BEGIN

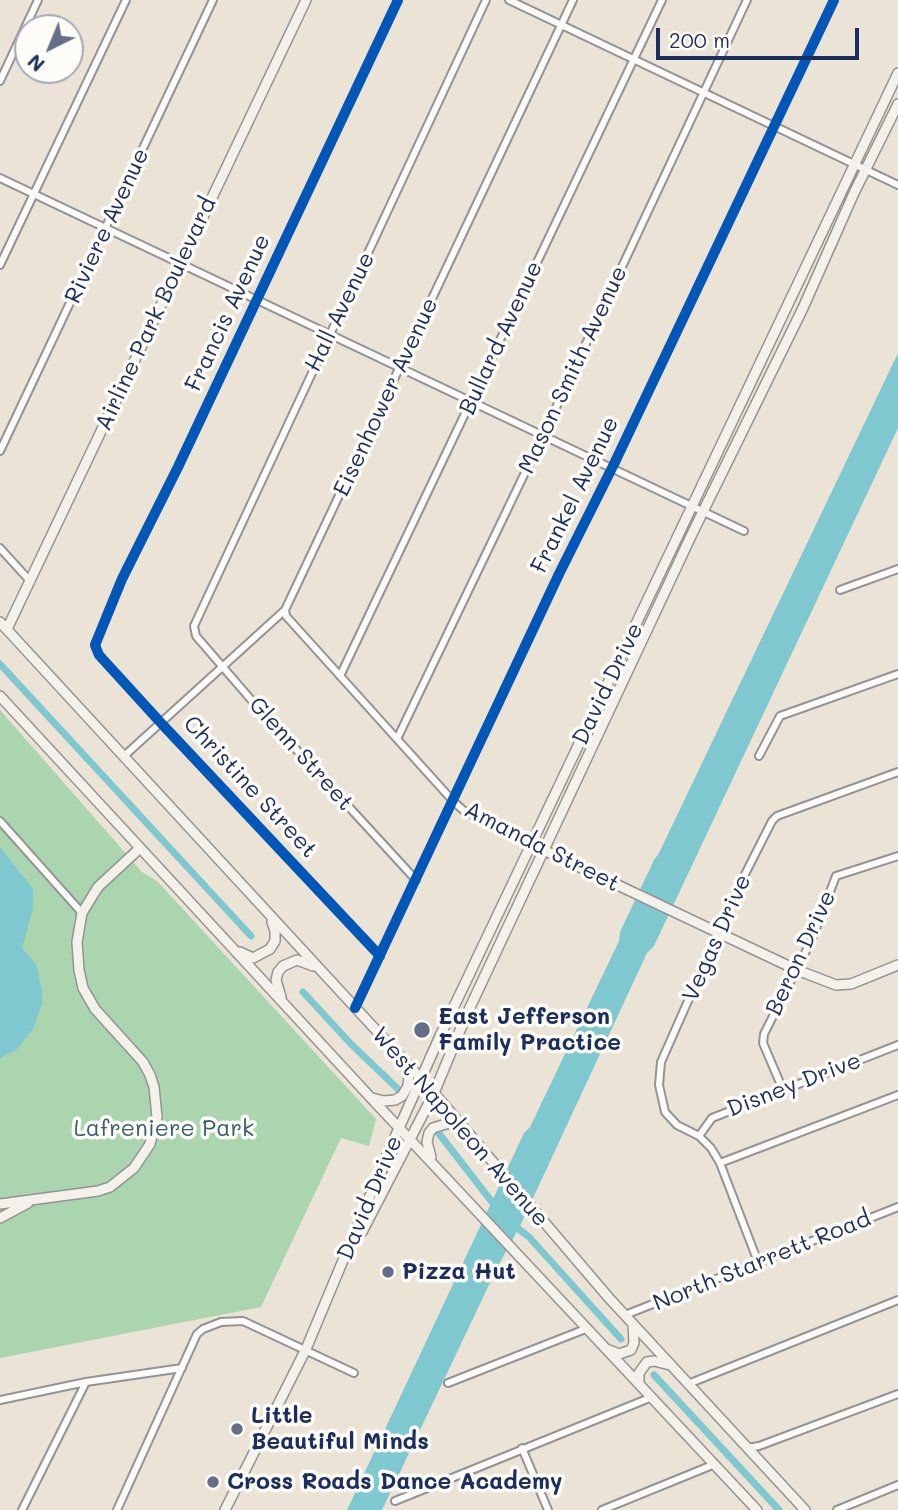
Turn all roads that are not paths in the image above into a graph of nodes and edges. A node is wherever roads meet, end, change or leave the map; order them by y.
1 (38, 0) edge
2 (126, 0) edge
3 (213, 0) edge
4 (306, 0) edge
5 (398, 0) edge
6 (486, 0) edge
7 (509, 0) edge
8 (573, 0) edge
9 (662, 0) edge
10 (747, 0) edge
11 (834, 0) edge
12 (561, 25) junction
13 (634, 61) junction
14 (898, 73) edge
15 (0, 81) edge
16 (703, 93) junction
17 (898, 104) edge
18 (775, 126) junction
19 (855, 164) junction
20 (866, 169) junction
21 (0, 178) edge
22 (898, 185) edge
23 (34, 194) junction
24 (105, 228) junction
25 (181, 264) junction
26 (0, 265) edge
27 (257, 299) junction
28 (329, 333) junction
29 (400, 367) junction
30 (471, 401) junction
31 (543, 435) junction
32 (0, 451) edge
33 (612, 467) junction
34 (693, 507) junction
35 (704, 512) junction
36 (744, 531) dead end
37 (0, 548) edge
38 (898, 569) edge
39 (30, 581) junction
40 (840, 590) dead end
41 (285, 610) junction
42 (194, 624) joint
43 (3, 626) edge
44 (95, 644) joint
45 (222, 666) junction
46 (613, 674) junction
47 (898, 674) edge
48 (340, 676) junction
49 (626, 680) junction
50 (0, 696) edge
51 (161, 723) junction
52 (397, 739) junction
53 (759, 756) dead end
54 (123, 757) junction
55 (898, 772) edge
56 (453, 801) junction
57 (0, 821) edge
58 (531, 844) junction
59 (140, 848) junction
60 (544, 852) junction
61 (898, 856) edge
62 (416, 880) junction
63 (82, 913) junction
64 (267, 914) junction
65 (719, 933) junction
66 (232, 948) junction
67 (380, 956) junction
68 (898, 965) edge
69 (318, 968) junction
70 (797, 970) junction
71 (285, 1004) junction
72 (355, 1008) junction
73 (898, 1045) edge
74 (401, 1058) junction
75 (422, 1080) junction
76 (783, 1090) junction
77 (434, 1093) junction
78 (898, 1095) edge
79 (371, 1098) junction
80 (400, 1128) junction
81 (699, 1136) junction
82 (411, 1138) junction
83 (474, 1138) junction
84 (433, 1162) junction
85 (720, 1163) junction
86 (32, 1200) junction
87 (0, 1204) edge
88 (898, 1207) edge
89 (0, 1218) edge
90 (758, 1262) junction
91 (328, 1300) junction
92 (898, 1300) edge
93 (625, 1315) junction
94 (633, 1324) junction
95 (588, 1328) junction
96 (306, 1349) junction
97 (608, 1350) junction
98 (671, 1366) junction
99 (182, 1368) junction
100 (354, 1373) dead end
101 (86, 1382) junction
102 (449, 1383) dead end
103 (639, 1383) junction
104 (688, 1384) junction
105 (898, 1394) edge
106 (652, 1397) junction
107 (0, 1400) edge
108 (522, 1448) junction
109 (747, 1448) junction
110 (715, 1464) junction
111 (898, 1485) edge
112 (395, 1501) dead end
113 (22, 1510) edge
114 (117, 1510) edge
115 (225, 1510) edge
116 (548, 1510) edge
117 (602, 1510) edge
118 (757, 1510) edge
119 (805, 1510) edge
120 (837, 1510) edge

1 - 15 street
2 - 23 street
3 - 24 street, Riviere Avenue
4 - 25 main road, Airline Park Boulevard
5 - 27 street, Francis Avenue
6 - 28 street, Hall Avenue
7 - 12 street
8 - 12 street, Eisenhower Avenue
9 - 13 street, Bullard Avenue
10 - 16 street, Mason Smith Avenue
11 - 18 street, Frankel Avenue
12 - 13 street
12 - 29 street, Eisenhower Avenue
13 - 16 street
13 - 30 street, Bullard Avenue
14 - 19 main road, David Drive
16 - 18 street
16 - 31 street, Mason Smith Avenue
17 - 20 main road, David Drive
18 - 19 street
18 - 33 street, Frankel Avenue
19 - 20 street
19 - 34 main road, David Drive
20 - 22 street
20 - 35 main road, David Drive
21 - 23 street
23 - 24 street
23 - 26 street
24 - 25 street
24 - 32 street, Riviere Avenue
25 - 27 street
25 - 39 main road, Airline Park Boulevard
27 - 28 street
27 - 44 street, Francis Avenue
28 - 29 street
28 - 42 street, Hall Avenue
29 - 30 street
29 - 41 street, Eisenhower Avenue
30 - 31 street
30 - 48 street, Bullard Avenue
31 - 33 street
31 - 52 street, Mason Smith Avenue
33 - 34 street
33 - 56 street, Frankel Avenue
34 - 35 street
34 - 46 main road, David Drive
35 - 36 street
35 - 49 main road, David Drive
37 - 39 street
38 - 40 street
39 - 43 main road, Airline Park Boulevard
41 - 45 street, Eisenhower Avenue
41 - 48 street, Amanda Street
42 - 45 street, Glenn Street
43 - 54 main road, West Napoleon Avenue
44 - 51 street, Christine Street
45 - 51 street, Eisenhower Avenue
45 - 62 street, Glenn Street
46 - 49 main road
46 - 58 main road, David Drive
47 - 53 street
48 - 52 street, Amanda Street
49 - 60 main road, David Drive
50 - 59 main road, West Napoleon Avenue
51 - 54 street, Eisenhower Avenue
51 - 67 street, Christine Street
52 - 56 street, Amanda Street
54 - 64 main road, West Napoleon Avenue
55 - 65 street, Vegas Drive
56 - 58 street, Amanda Street
56 - 62 street, Frankel Avenue
57 - 63 street
58 - 60 main road, Amanda Street
58 - 75 main road, David Drive
59 - 63 main road
59 - 66 main road, West Napoleon Avenue
60 - 65 main road, Amanda Street
60 - 77 main road, David Drive
61 - 70 street, Beron Drive
62 - 67 street, Frankel Avenue
63 - 86 main road
64 - 66 main road
64 - 69 main road, West Napoleon Avenue
65 - 70 main road, Amanda Street
65 - 81 street, Vegas Drive
66 - 71 main road, West Napoleon Avenue
67 - 72 street, Frankel Avenue
68 - 70 main road, Amanda Street
69 - 71 main road
69 - 72 main road, West Napoleon Avenue
70 - 76 street, Beron Drive
71 - 79 main road, West Napoleon Avenue
72 - 74 main road, West Napoleon Avenue
73 - 76 street, Disney Drive
74 - 75 main road, West Napoleon Avenue
74 - 79 main road
75 - 77 main road, West Napoleon Avenue
75 - 80 main road, David Drive
76 - 81 street, Disney Drive
77 - 82 main road, David Drive
77 - 83 main road, West Napoleon Avenue
78 - 85 street
79 - 80 main road, West Napoleon Avenue
80 - 82 main road, West Napoleon Avenue
80 - 91 main road, David Drive
81 - 85 street, Vegas Drive
82 - 84 main road, West Napoleon Avenue
82 - 91 main road, David Drive
83 - 84 main road
83 - 93 main road, West Napoleon Avenue
84 - 95 main road, West Napoleon Avenue
85 - 90 street, Vegas Drive
86 - 87 main road
86 - 89 main road
88 - 90 street, North Starrett Road
90 - 93 street, North Starrett Road
91 - 96 main road, David Drive
92 - 104 street
93 - 94 main road, West Napoleon Avenue
94 - 97 main road
94 - 98 main road, West Napoleon Avenue
95 - 97 main road, West Napoleon Avenue
95 - 102 street
96 - 99 street
96 - 100 street
96 - 115 main road, David Drive
97 - 103 main road, West Napoleon Avenue
98 - 103 main road
98 - 104 main road, West Napoleon Avenue
99 - 101 street
99 - 114 street
101 - 107 street
101 - 113 street
103 - 106 main road, West Napoleon Avenue
104 - 109 main road, West Napoleon Avenue
105 - 109 street
106 - 108 street
106 - 110 main road, West Napoleon Avenue
108 - 112 street
108 - 116 street
109 - 119 main road, West Napoleon Avenue
110 - 117 street
110 - 118 main road, West Napoleon Avenue
111 - 120 street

END

Exercise requirements. Which lines of the listing above hold the word "Vegas"? Copy each of them.

Task response.
55 - 65 street, Vegas Drive
65 - 81 street, Vegas Drive
81 - 85 street, Vegas Drive
85 - 90 street, Vegas Drive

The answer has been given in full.